# What is expected
In the copy, include every entry exactly but none of its images.

# Dataset
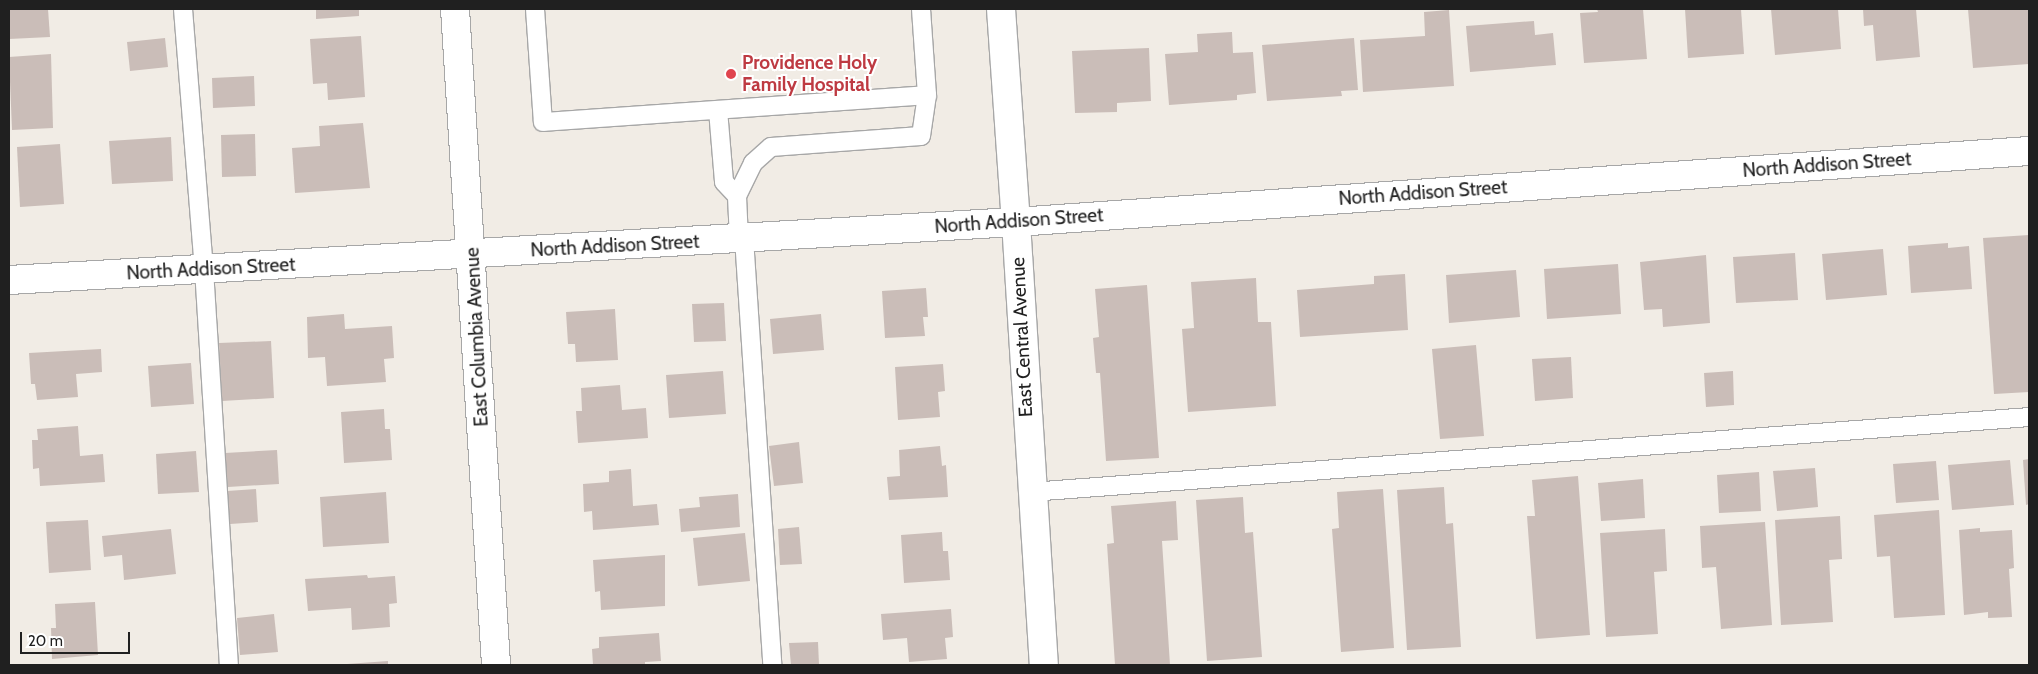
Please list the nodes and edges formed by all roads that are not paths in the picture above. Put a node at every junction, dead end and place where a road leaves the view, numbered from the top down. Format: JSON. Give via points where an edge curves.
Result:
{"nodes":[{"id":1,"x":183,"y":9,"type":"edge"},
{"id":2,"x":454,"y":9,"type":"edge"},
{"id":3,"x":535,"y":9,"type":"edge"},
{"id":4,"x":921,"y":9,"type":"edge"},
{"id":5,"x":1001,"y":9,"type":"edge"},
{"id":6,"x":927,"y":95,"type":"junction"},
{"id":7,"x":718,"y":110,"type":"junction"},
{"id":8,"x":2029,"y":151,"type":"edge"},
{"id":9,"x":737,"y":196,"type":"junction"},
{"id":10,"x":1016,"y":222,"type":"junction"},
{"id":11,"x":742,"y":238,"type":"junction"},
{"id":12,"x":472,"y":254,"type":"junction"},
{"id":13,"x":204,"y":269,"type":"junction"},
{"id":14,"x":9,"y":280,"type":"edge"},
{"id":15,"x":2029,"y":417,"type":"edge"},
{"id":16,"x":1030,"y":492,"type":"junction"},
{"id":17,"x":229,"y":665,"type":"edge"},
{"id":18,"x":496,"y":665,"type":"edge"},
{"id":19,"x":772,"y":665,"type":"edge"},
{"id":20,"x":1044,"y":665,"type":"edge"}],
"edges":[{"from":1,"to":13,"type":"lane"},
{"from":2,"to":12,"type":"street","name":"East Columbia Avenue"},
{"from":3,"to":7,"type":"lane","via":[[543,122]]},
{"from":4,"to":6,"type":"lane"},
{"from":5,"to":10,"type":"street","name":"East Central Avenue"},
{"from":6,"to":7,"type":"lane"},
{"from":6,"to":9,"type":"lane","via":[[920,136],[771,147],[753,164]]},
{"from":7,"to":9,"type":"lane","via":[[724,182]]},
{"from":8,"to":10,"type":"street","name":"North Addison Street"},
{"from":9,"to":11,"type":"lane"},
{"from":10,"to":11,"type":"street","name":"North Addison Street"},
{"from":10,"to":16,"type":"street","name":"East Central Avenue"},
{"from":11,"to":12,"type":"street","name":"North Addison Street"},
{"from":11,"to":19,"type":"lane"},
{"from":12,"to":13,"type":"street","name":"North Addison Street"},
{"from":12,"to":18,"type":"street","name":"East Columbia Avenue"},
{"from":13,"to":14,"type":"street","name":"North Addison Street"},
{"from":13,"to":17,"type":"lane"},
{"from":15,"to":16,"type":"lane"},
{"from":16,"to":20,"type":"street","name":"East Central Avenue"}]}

# Task response
Please list the nodes and edges formed by all roads that are not paths in the picture above. Put a node at every junction, dead end and place where a road leaves the view, numbered from the top down. Format: JSON. Give via points where an edge curves.
Result:
{"nodes":[{"id":1,"x":183,"y":9,"type":"edge"},
{"id":2,"x":454,"y":9,"type":"edge"},
{"id":3,"x":535,"y":9,"type":"edge"},
{"id":4,"x":921,"y":9,"type":"edge"},
{"id":5,"x":1001,"y":9,"type":"edge"},
{"id":6,"x":927,"y":95,"type":"junction"},
{"id":7,"x":718,"y":110,"type":"junction"},
{"id":8,"x":2029,"y":151,"type":"edge"},
{"id":9,"x":737,"y":196,"type":"junction"},
{"id":10,"x":1016,"y":222,"type":"junction"},
{"id":11,"x":742,"y":238,"type":"junction"},
{"id":12,"x":472,"y":254,"type":"junction"},
{"id":13,"x":204,"y":269,"type":"junction"},
{"id":14,"x":9,"y":280,"type":"edge"},
{"id":15,"x":2029,"y":417,"type":"edge"},
{"id":16,"x":1030,"y":492,"type":"junction"},
{"id":17,"x":229,"y":665,"type":"edge"},
{"id":18,"x":496,"y":665,"type":"edge"},
{"id":19,"x":772,"y":665,"type":"edge"},
{"id":20,"x":1044,"y":665,"type":"edge"}],
"edges":[{"from":1,"to":13,"type":"lane"},
{"from":2,"to":12,"type":"street","name":"East Columbia Avenue"},
{"from":3,"to":7,"type":"lane","via":[[543,122]]},
{"from":4,"to":6,"type":"lane"},
{"from":5,"to":10,"type":"street","name":"East Central Avenue"},
{"from":6,"to":7,"type":"lane"},
{"from":6,"to":9,"type":"lane","via":[[920,136],[771,147],[753,164]]},
{"from":7,"to":9,"type":"lane","via":[[724,182]]},
{"from":8,"to":10,"type":"street","name":"North Addison Street"},
{"from":9,"to":11,"type":"lane"},
{"from":10,"to":11,"type":"street","name":"North Addison Street"},
{"from":10,"to":16,"type":"street","name":"East Central Avenue"},
{"from":11,"to":12,"type":"street","name":"North Addison Street"},
{"from":11,"to":19,"type":"lane"},
{"from":12,"to":13,"type":"street","name":"North Addison Street"},
{"from":12,"to":18,"type":"street","name":"East Columbia Avenue"},
{"from":13,"to":14,"type":"street","name":"North Addison Street"},
{"from":13,"to":17,"type":"lane"},
{"from":15,"to":16,"type":"lane"},
{"from":16,"to":20,"type":"street","name":"East Central Avenue"}]}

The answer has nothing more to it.